The tall man in the chair on the little platform listened to the snores and scowled. The pain in his shoulder had settled down to a burning sensation interrupted by fleeting stabs of pain. He could feel the sweat standing out on his forehead. His hands twitched. He wanted to yell, curse, make a break for it, shoot his way through the police outside.
But he did nothing. That was how a man got himself killed — through acting impulsively. He'd killed Pretty Boy Thomas impulsively, and they had caught him. Now he settled himself in the chair, determined to be still, and he was. He pin-pointed his concentration on getting through the night.
He had been here, in Pop Dillon's waxworks museum, many times. Now, in the darkness broken only by the faintest of light coming from a street lamp outside the windows, he could feel the wax figures of cutthroats, footpads, killers and victims all around him. He could feel them almost on the point of moving, of speaking. No wonder Pop, after so many years, could hear the dummies talk. In the silence, Burke Morgan found himself waiting for a voice to break the quiet.
"Morgan…" He could almost swear that he had heard his name spoken. "Burke Morgan…" He had heard it! He looked toward Pop. By the faint light he saw Pop asleep in his chair, lips parted as he snored, chest rising and falling unevenly.
Burke Morgan licked his lips. It was the craving for the white stuff. He shouldn't have taken that first shot when they got him out of the prison van. But it had helped. Now he'd turn off his imagination. It took imagination to have the electric chair gimmicked by a bribed electrician, to figure on being transferred, to plan a getaway, to carry it out in spite of everything going wrong. But he mustn't let his imagination get away from him now. He could wait it out. He had before.

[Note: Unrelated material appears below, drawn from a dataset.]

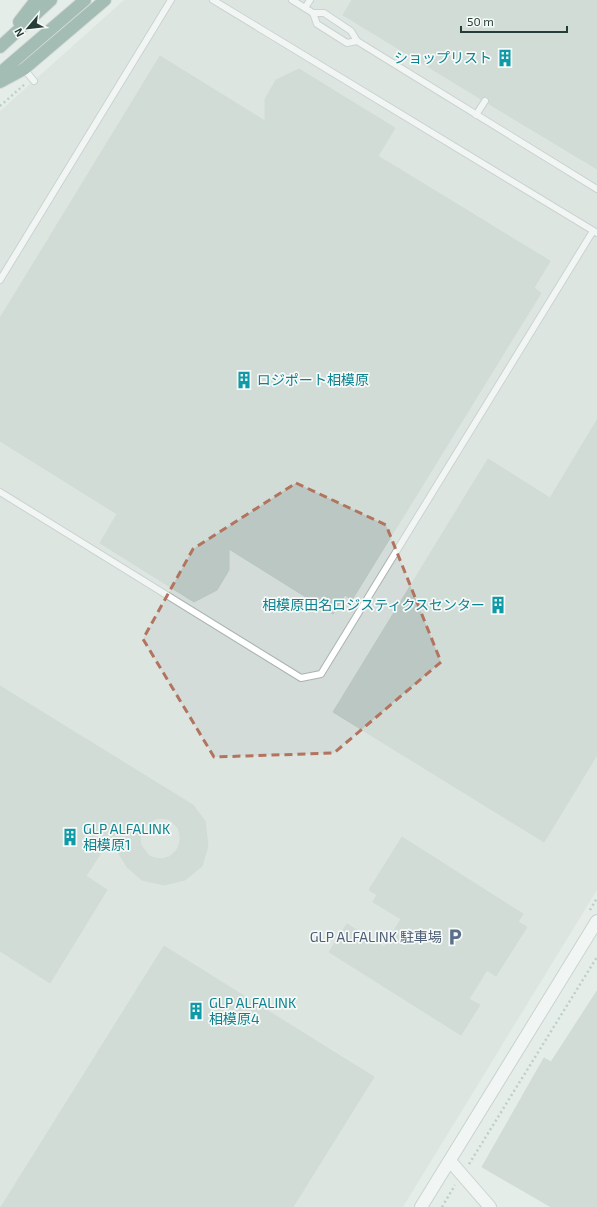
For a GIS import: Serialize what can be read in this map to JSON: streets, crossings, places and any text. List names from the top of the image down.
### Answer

The silence stretched out and out, like a rubber band being pulled until it had to break, but wouldn't. He clamped his teeth together and gripped the arms of the chair to still the shaking of his hands.
"Burke Morgan…" He heard it plainly this time, but he knew it was a sound in his mind, not in his ears. The phosphorescent face of Pretty Boy Thomas seemed to be smiling at him. "How does it feel to be waiting for them to pull the switch at midnight? How does it feel to know you only have a couple of minutes left?"
He almost answered before he realized it. Then he clamped his lips shut. That was how you went mad, talking back to voices that weren't there. Again the silence stretched out to the breaking point.
"He doesn't know." It was a girl's gentle voice. He looked at Alice Johnson and could swear he saw her lips move. "Tell him he's just dreaming he's free and he'll understand."
"That's all this is, Burke." And this time he knew he could hear Pretty Boy's voice. "You're dreaming of us. It's almost midnight and you need the white stuff bad and they've strapped you into the electric chair. You can't bear to die so you're dreaming that you've escaped, dreaming you're going to get away. But you aren't."
Burke Morgan closed his mouth and shut off the answer he had almost made. He'd heard about this business of imagining you were free just before they pulled the switch on you. The mind escaping from reality, they called it. But this was real. This was no dream.
He bit his lips until the blood came, and the faces of Pretty Boy Thomas and the girl ceased to be alive, became mere wax masks again.
Silence, stretching, stretching -
"Almost midnight," Alice Johnson said, and Morgan jumped.
"You'll be joining us in a minute," Pretty Boy said. "Listen, you can hear the big clock striking midnight now."